The power of this local/global combination is the reason the Duchess of Cambridge served as a guest editor of HuffPost UK earlier this year as part of her focus on childhood mental health. Teaming up with us gave her the ability to start a global conversation on this topic, not only by having her message translated and featured on all our sites, but also because we could bring local voices from around the world to a UK audience to share their experience on this topic. It's for the same reason that when newly elected Prime Minister of Canada Justin Trudeau wanted to host a "global town hall" he turned to HuffPost Canada. Our livestreamed town hall with him included questions from HuffPost editors in France, Spain, Korea, the Middle East and the U.S. reflecting local concerns, and was distributed to audiences across our global network.

huffington post trudeau town hallCanadian Prime Minister Justin Trudeau takes a question from a HuffPost Spain editor in Madrid during the global town hall in March.

It's not just about amplifying already famous voices beyond their borders, however. Take, for example, a blog post about having a child born with Down syndrome, written by a mother in France, which was widely shared by our readers there. Seeing in our real-time stats that the post was a viral hit and that it touched on a universal experience, our international editors translated the piece for their audiences. Seven days after it was first published in France, the post had appeared in English, Spanish, Italian, Portuguese, Korean, Greek, German and Japanese, and had received more than 2 million page views. It's the ability to share these local perspectives with new communities of readers in other countries that makes for an unique global conversation.

Being a global network also presents unique opportunities to combine perspectives from multiple countries to enrich our storytelling. After the tragic shooting at an Oregon community college last October, our U.S. and Australia teams filmed local university students as they tried recall a recent mass shooting.

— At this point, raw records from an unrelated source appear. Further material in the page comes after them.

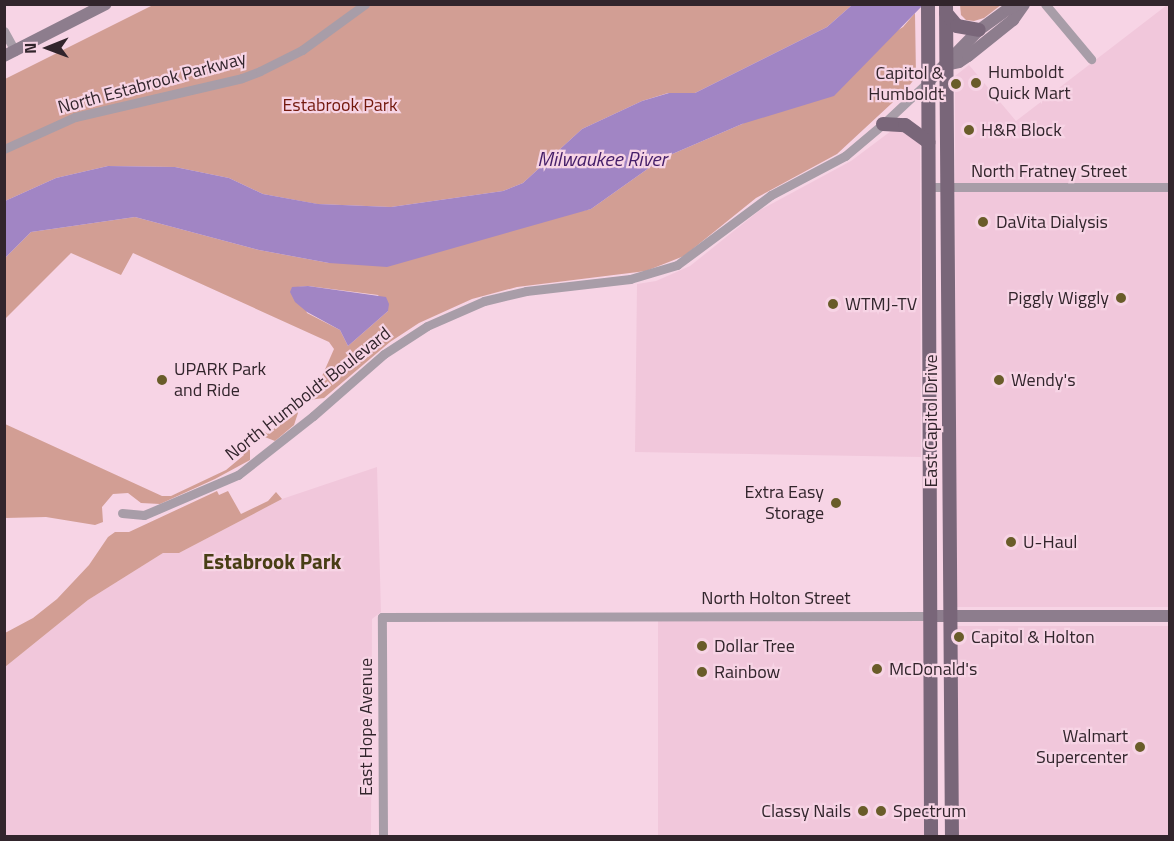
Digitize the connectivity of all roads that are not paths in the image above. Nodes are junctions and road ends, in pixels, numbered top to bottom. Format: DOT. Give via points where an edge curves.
graph roads {
  1 [pos="106,4"];
  2 [pos="365,4"];
  3 [pos="928,4"];
  4 [pos="1022,4"];
  5 [pos="1045,4"];
  6 [pos="946,9"];
  7 [pos="979,30"];
  8 [pos="4,31"];
  9 [pos="10,53"];
  10 [pos="1091,59"];
  11 [pos="946,66"];
  12 [pos="929,81"];
  13 [pos="884,124"];
  14 [pos="928,142"];
  15 [pos="4,149"];
  16 [pos="928,187"];
  17 [pos="947,187"];
  18 [pos="1170,187"];
  19 [pos="122,513"];
  20 [pos="930,616"];
  21 [pos="950,616"];
  22 [pos="1170,616"];
  23 [pos="382,617"];
  24 [pos="383,837"];
  25 [pos="931,837"];
  26 [pos="952,837"];
  1 -- 9 [label="main road"];
  2 -- 15 [label="street, North Estabrook Parkway" via="302,50 260,71 75,117"];
  3 -- 12 [label="main road, East Capitol Drive"];
  4 -- 7 [label="main road, North Humboldt Boulevard"];
  4 -- 11 [label="main road, North Humboldt Boulevard" via="1013,20 959,62"];
  5 -- 10 [label="street"];
  6 -- 7 [label="main road" via="957,26"];
  6 -- 11 [label="main road, East Capitol Drive"];
  7 -- 11 [label="main road, North Humboldt Boulevard"];
  8 -- 9 [label="street"];
  11 -- 12 [label="main road, North Humboldt Boulevard"];
  11 -- 17 [label="main road, East Capitol Drive"];
  12 -- 13 [label="street, North Humboldt Boulevard"];
  12 -- 14 [label="main road, East Capitol Drive"];
  13 -- 14 [label="main road" via="905,125"];
  13 -- 19 [label="street, North Humboldt Boulevard" via="844,156 759,203 677,265 630,279 526,291 484,301 427,326 384,354 238,475 144,515"];
  14 -- 16 [label="main road, East Capitol Drive"];
  16 -- 17 [label="street, North Fratney Street"];
  16 -- 20 [label="main road, East Capitol Drive"];
  17 -- 18 [label="street, North Fratney Street"];
  17 -- 21 [label="main road, East Capitol Drive"];
  20 -- 21 [label="main road, North Holton Street"];
  20 -- 23 [label="street, North Holton Street"];
  20 -- 25 [label="main road, East Capitol Drive"];
  21 -- 22 [label="main road, North Holton Street"];
  21 -- 26 [label="main road, East Capitol Drive"];
  23 -- 24 [label="street, East Hope Avenue"];
}
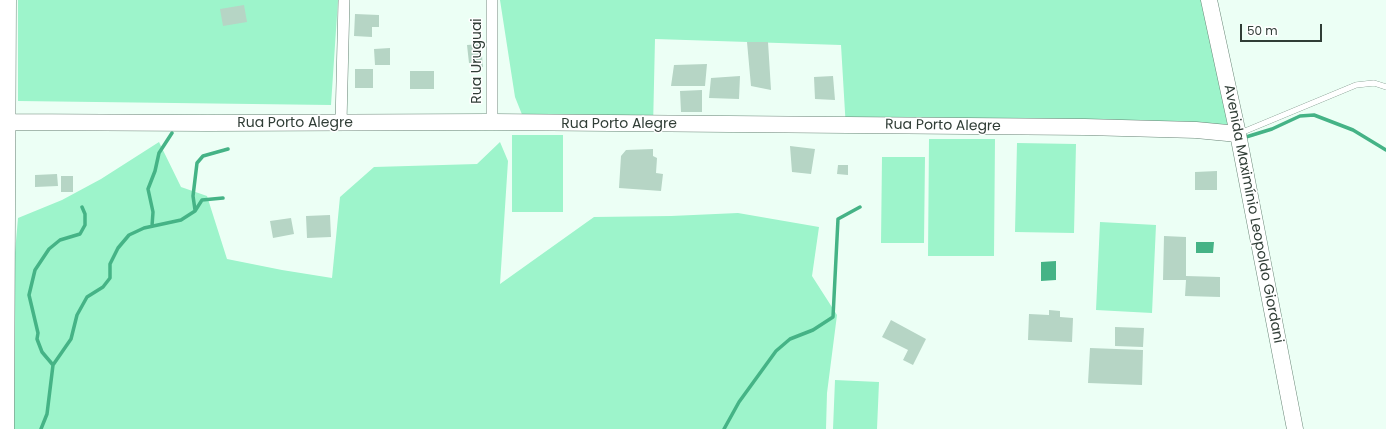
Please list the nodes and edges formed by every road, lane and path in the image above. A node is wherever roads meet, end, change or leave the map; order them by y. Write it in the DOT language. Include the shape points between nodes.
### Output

The stark contrast in the students' responses highlighted how different the experience of gun violence is across these two nations, and the fact that a generation of Australians have grown up free of mass shootings following the Port Arthur Massacre in 1996. HuffPost's focus on What's Working is also a natural fit for an increasingly interconnected world, as it gives us the opportunity to share inspiring stories of people finding solutions to the challenges they face, like HuffPost Greece's reporting on how refugee children are finding a home in the country's intercultural schools.

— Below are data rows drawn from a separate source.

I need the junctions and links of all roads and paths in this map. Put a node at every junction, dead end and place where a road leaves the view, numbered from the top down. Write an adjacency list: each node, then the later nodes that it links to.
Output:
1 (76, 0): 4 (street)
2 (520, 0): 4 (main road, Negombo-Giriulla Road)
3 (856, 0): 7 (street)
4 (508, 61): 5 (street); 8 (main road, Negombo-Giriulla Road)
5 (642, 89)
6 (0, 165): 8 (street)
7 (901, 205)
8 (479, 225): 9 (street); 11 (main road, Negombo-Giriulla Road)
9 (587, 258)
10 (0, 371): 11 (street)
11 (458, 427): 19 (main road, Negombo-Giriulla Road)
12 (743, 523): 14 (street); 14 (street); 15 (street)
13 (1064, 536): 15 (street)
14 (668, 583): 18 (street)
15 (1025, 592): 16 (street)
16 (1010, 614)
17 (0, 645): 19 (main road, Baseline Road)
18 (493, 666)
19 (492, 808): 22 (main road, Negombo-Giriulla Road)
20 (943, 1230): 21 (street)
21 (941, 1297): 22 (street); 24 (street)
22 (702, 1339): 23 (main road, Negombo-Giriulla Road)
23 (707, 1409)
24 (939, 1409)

So, what's next? To start, we want to keep growing our network by expanding to more markets, and to bring more of the best stories and perspectives from around the world to our readers. (Stay tuned for an announcement about our Mexico launch in the coming weeks.) This also means bringing these stories to the global platforms where readers are spending their time, like WeChat, where we are now publishing in Chinese to reach a worldwide readership in that language. At the same time we'll be deepening the experiences provided by our current editions with content such as 360 videos from HuffPost Ryot. We'll also be improving our ability to share the best content from each edition with an even larger audience by making our product even more robust. We are thrilled to be able to continue forth on this global journey, and we hope you'll join us, wherever you are.